Keep only those lines of the records that include the string "Edoardo".

- **Data**:
^^^^^^^^

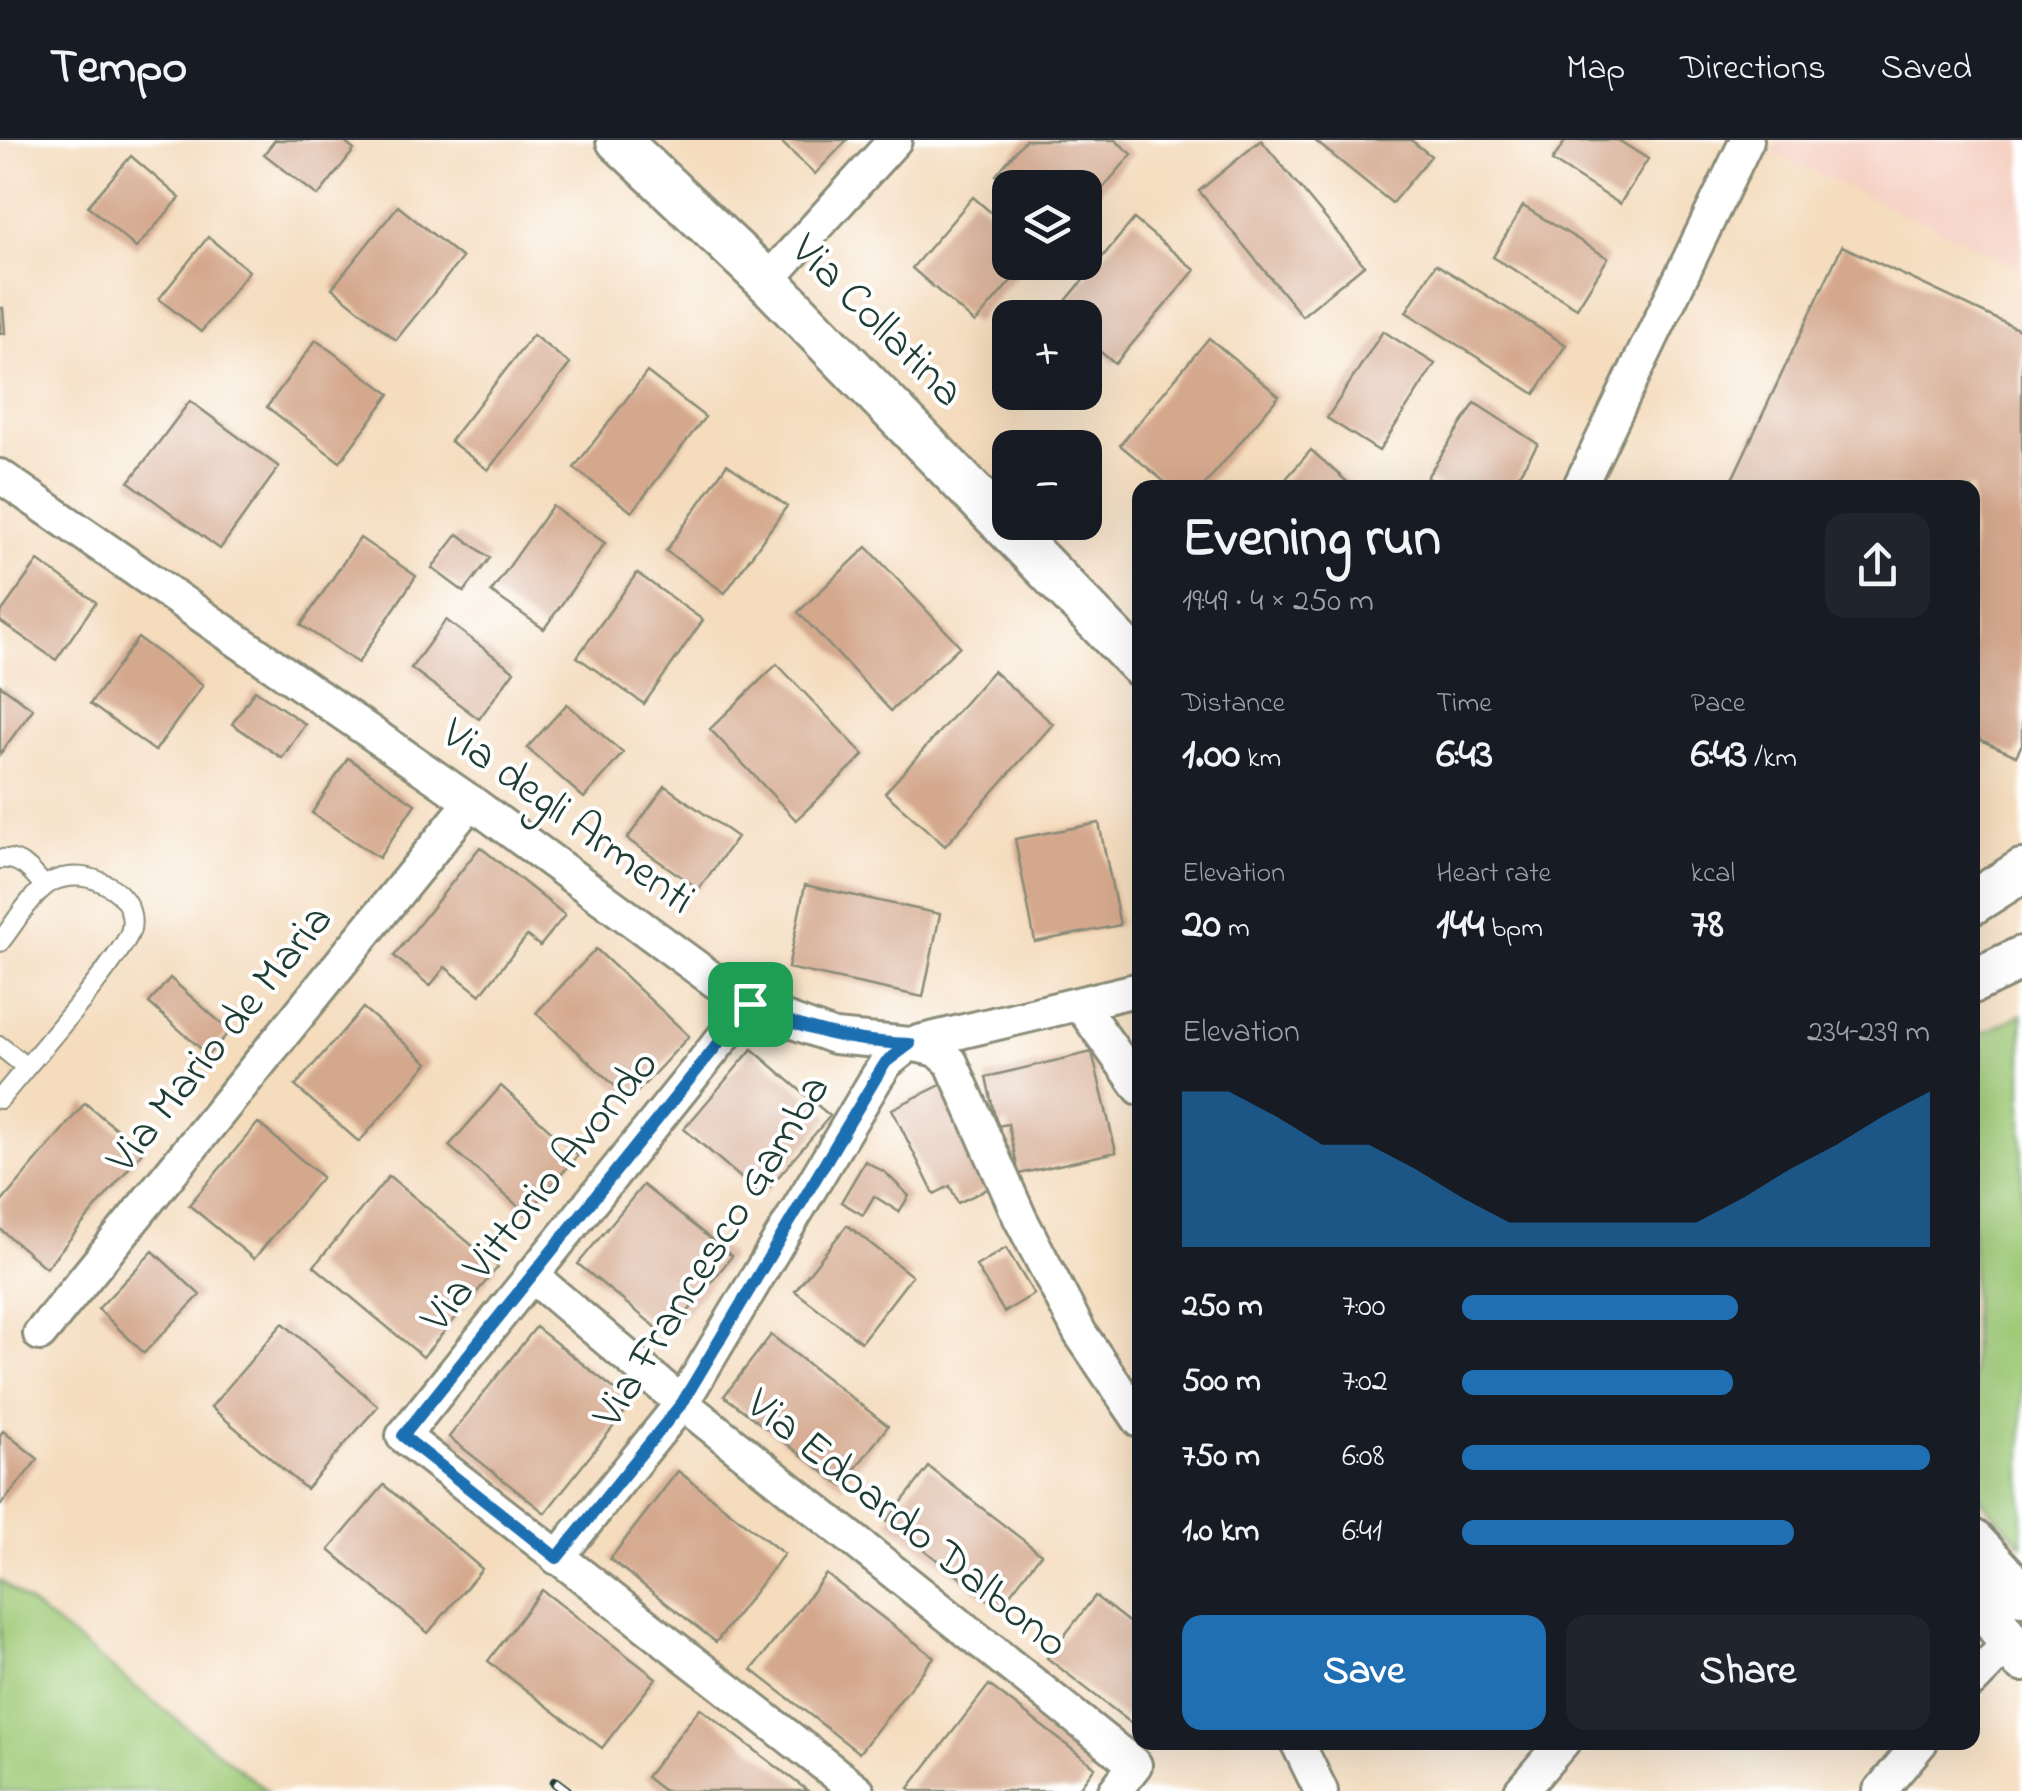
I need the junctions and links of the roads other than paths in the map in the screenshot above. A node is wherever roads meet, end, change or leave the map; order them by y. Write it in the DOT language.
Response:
graph roads {
  1 [pos="618,140"];
  2 [pos="895,140"];
  3 [pos="1747,140"];
  4 [pos="767,281"];
  5 [pos="0,476"];
  6 [pos="1583,480"];
  7 [pos="1132,657"];
  8 [pos="471,802"];
  9 [pos="0,859"];
  10 [pos="2022,871"];
  11 [pos="44,886"];
  12 [pos="1980,899"];
  13 [pos="0,942"];
  14 [pos="2022,958"];
  15 [pos="1980,978"];
  16 [pos="1132,992"];
  17 [pos="750,1004"];
  18 [pos="1080,1006"];
  19 [pos="910,1044"];
  20 [pos="0,1046"];
  21 [pos="26,1067"];
  22 [pos="1132,1077"];
  23 [pos="0,1099"];
  24 [pos="530,1276"];
  25 [pos="40,1334"];
  26 [pos="682,1403"];
  27 [pos="1132,1410"];
  28 [pos="557,1558"];
  29 [pos="1980,1565"];
  30 [pos="1997,1617"];
  31 [pos="1980,1661"];
  32 [pos="1301,1750"];
  33 [pos="1556,1750"];
  34 [pos="1914,1750"];
  35 [pos="1125,1778"];
  36 [pos="858,1791"];
  37 [pos="1321,1791"];
  38 [pos="1520,1791"];
  39 [pos="1880,1791"];
  1 -- 4 [label="street, Via Collatina"];
  2 -- 4 [label="street"];
  3 -- 6 [label="street"];
  4 -- 7 [label="street, Via Collatina"];
  5 -- 8 [label="street, Via degli Armenti"];
  8 -- 17 [label="street, Via degli Armenti"];
  8 -- 25 [label="street, Via Mario de Maria"];
  9 -- 11 [label="lane"];
  10 -- 12 [label="street"];
  11 -- 13 [label="lane"];
  11 -- 21 [label="lane"];
  14 -- 15 [label="street"];
  16 -- 18 [label="street, Via degli Armenti"];
  17 -- 19 [label="street, Via degli Armenti"];
  17 -- 24 [label="street, Via Vittorio Avondo"];
  18 -- 19 [label="street, Via degli Armenti"];
  18 -- 22 [label="street"];
  19 -- 26 [label="street, Via Francesco Gamba"];
  19 -- 27 [label="street"];
  20 -- 21 [label="lane"];
  21 -- 23 [label="lane"];
  24 -- 26 [label="street, Via Edoardo Dalbono"];
  24 -- 28 [label="street, Via Vittorio Avondo"];
  26 -- 28 [label="street, Via Francesco Gamba"];
  26 -- 35 [label="street, Via Edoardo Dalbono"];
  28 -- 36 [label="street"];
  29 -- 30 [label="street"];
  30 -- 31 [label="street"];
  32 -- 37 [label="street"];
  33 -- 38 [label="street"];
  34 -- 39 [label="street"];
}
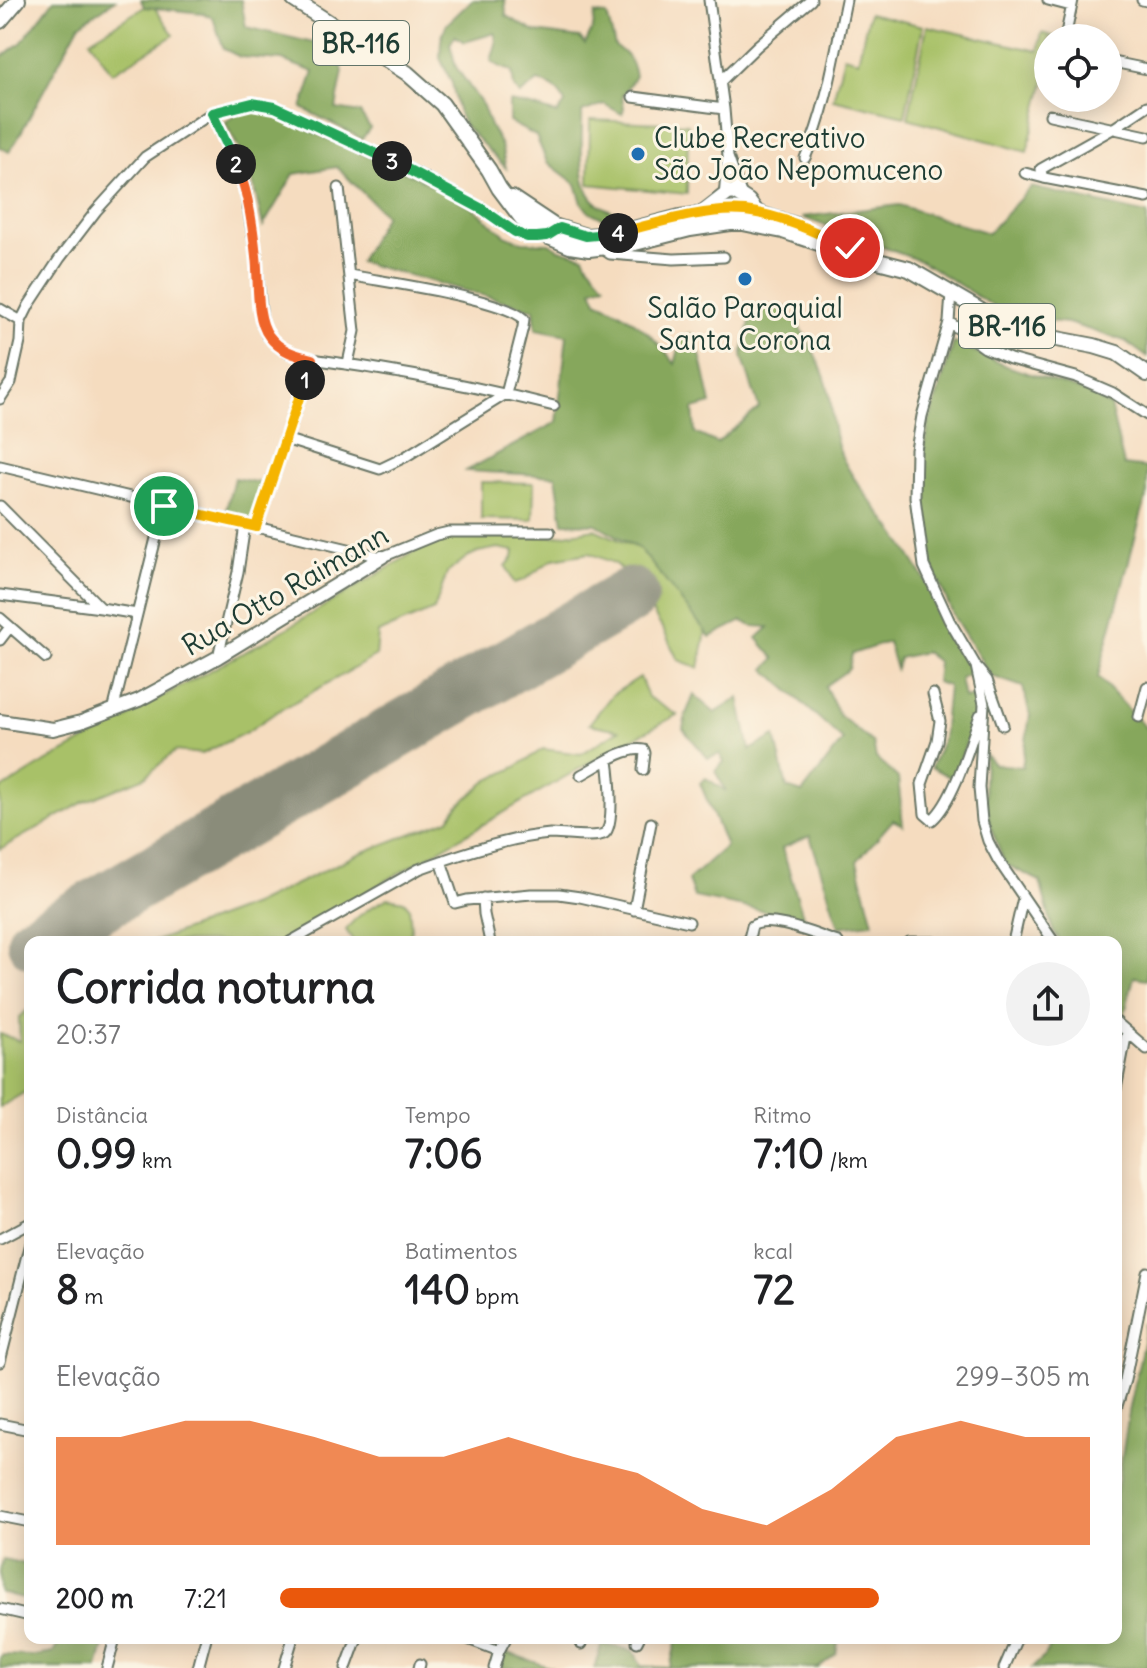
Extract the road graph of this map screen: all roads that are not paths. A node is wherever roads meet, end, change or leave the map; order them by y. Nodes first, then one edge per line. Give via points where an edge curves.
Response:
1 (18, 0) edge
2 (294, 0) edge
3 (709, 0) edge
4 (811, 0) edge
5 (846, 0) edge
6 (1048, 0) edge
7 (1072, 3) edge
8 (0, 21) edge
9 (1068, 24) edge
10 (1122, 64) edge
11 (1147, 69) edge
12 (720, 82) junction
13 (633, 97) dead end
14 (1147, 106) edge
15 (724, 109) junction
16 (212, 113) junction
17 (1050, 115) dead end
18 (1114, 128) junction
19 (1147, 136) edge
20 (728, 157) junction
21 (805, 158) dead end
22 (1025, 173) dead end
23 (1043, 174) junction
24 (339, 188) dead end
25 (1147, 198) edge
26 (738, 210) junction
27 (553, 232) junction
28 (650, 241) junction
29 (600, 242) junction
30 (652, 256) junction
31 (724, 257) dead end
32 (349, 275) junction
33 (951, 293) junction
34 (0, 309) edge
35 (21, 321) junction
36 (949, 322) junction
37 (312, 359) junction
38 (348, 363) junction
39 (1147, 374) edge
40 (506, 394) junction
41 (0, 399) edge
42 (554, 406) dead end
43 (1147, 415) edge
44 (285, 439) junction
45 (0, 466) edge
46 (0, 506) edge
47 (164, 506) junction
48 (245, 525) junction
49 (256, 527) junction
50 (550, 532) dead end
51 (382, 557) junction
52 (0, 595) edge
53 (101, 608) junction
54 (137, 614) junction
55 (0, 618) edge
56 (10, 627) junction
57 (0, 640) edge
58 (218, 657) junction
59 (46, 658) dead end
60 (976, 666) junction
61 (1147, 687) edge
62 (933, 694) dead end
63 (984, 704) junction
64 (113, 711) junction
65 (1139, 717) dead end
66 (0, 721) edge
67 (1003, 725) dead end
68 (608, 761) junction
69 (643, 770) dead end
70 (581, 775) dead end
71 (651, 823) dead end
72 (441, 861) junction
73 (483, 898) junction
74 (1023, 898) junction
75 (634, 910) junction
76 (689, 922) dead end
77 (301, 936) edge
78 (489, 936) edge
79 (750, 936) edge
80 (818, 936) edge
81 (1014, 936) edge
82 (1050, 936) edge
83 (1122, 1027) edge
84 (1127, 1032) junction
85 (1147, 1049) edge
86 (1122, 1058) edge
87 (24, 1226) edge
88 (0, 1239) edge
89 (24, 1267) edge
90 (1147, 1272) edge
91 (0, 1362) edge
92 (1122, 1390) edge
93 (0, 1424) edge
94 (24, 1429) edge
95 (0, 1516) edge
96 (24, 1521) edge
97 (0, 1609) edge
98 (24, 1615) edge
99 (113, 1644) edge
100 (204, 1644) edge
101 (291, 1644) edge
102 (355, 1644) edge
103 (481, 1644) edge
104 (503, 1644) edge
105 (1014, 1644) edge
106 (499, 1651) junction
107 (107, 1668) edge
108 (198, 1668) edge
109 (284, 1668) edge
110 (346, 1668) edge
111 (494, 1668) edge
112 (1004, 1668) edge

1 - 8 main road
2 - 27 main road, BR-116 via 407,73 442,104 523,220
3 - 12 street
4 - 12 street
5 - 21 street via 823,108
6 - 7 street
7 - 9 street
10 - 11 street
12 - 15 street
13 - 15 street
14 - 18 street
15 - 20 street
16 - 27 street via 252,103 275,107 416,173 515,232 527,237
16 - 35 street via 145,157 60,258
16 - 37 street via 243,177 267,335 290,353
17 - 18 street
18 - 19 street
18 - 23 street
20 - 26 street
20 - 26 street
22 - 23 street
23 - 25 street
24 - 32 street
26 - 28 main road, BR-116
26 - 29 main road, BR-116 via 680,217
26 - 33 main road, BR-116 via 783,231 909,269
27 - 29 main road, BR-116 via 570,246 589,249
28 - 29 main road, BR-116
28 - 30 street
29 - 30 street via 610,254
30 - 31 street
32 - 38 street via 355,331
32 - 40 street via 464,297 519,314 523,327
33 - 36 street
33 - 39 main road, BR-116 via 1009,327 1117,353
34 - 35 street
35 - 41 street via 11,382
36 - 43 street via 985,348 1076,377
36 - 60 street via 922,416 915,497 924,566
37 - 38 street
37 - 44 street
38 - 40 street
40 - 42 street
40 - 44 street via 380,469
44 - 49 street
45 - 47 street
46 - 53 street
47 - 48 street
47 - 54 street
48 - 49 street
48 - 58 street
49 - 51 street
50 - 51 street, Rua Otto Raimann via 449,532
51 - 58 street, Rua Otto Raimann
52 - 53 street
53 - 54 street
54 - 64 street
55 - 56 street
56 - 57 street
56 - 59 street
58 - 64 street, Rua Otto Raimann
60 - 63 street
60 - 67 street via 987,680
61 - 65 street
62 - 63 street via 940,721 922,784 925,814 932,820 955,783
63 - 74 street via 982,821 998,860
64 - 66 street, Rua Otto Raimann via 53,729
68 - 69 street via 641,748
68 - 70 street
68 - 72 street via 608,829 599,836 539,835
71 - 75 street
72 - 73 street via 455,903
72 - 77 street
73 - 75 street via 559,894
73 - 78 street
74 - 81 street
74 - 82 street
75 - 76 street
79 - 80 street via 759,921
83 - 84 street
84 - 85 street
84 - 86 street
87 - 88 street
89 - 91 street
90 - 92 street
93 - 94 street
95 - 96 street
97 - 98 street
99 - 107 street
100 - 108 street
101 - 109 street
102 - 110 street
103 - 106 street
104 - 106 street
105 - 112 street
106 - 111 street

^^^^^^^^

- **Exercise answer**:
  24 -- 26 [label="street, Via Edoardo Dalbono"];
  26 -- 35 [label="street, Via Edoardo Dalbono"];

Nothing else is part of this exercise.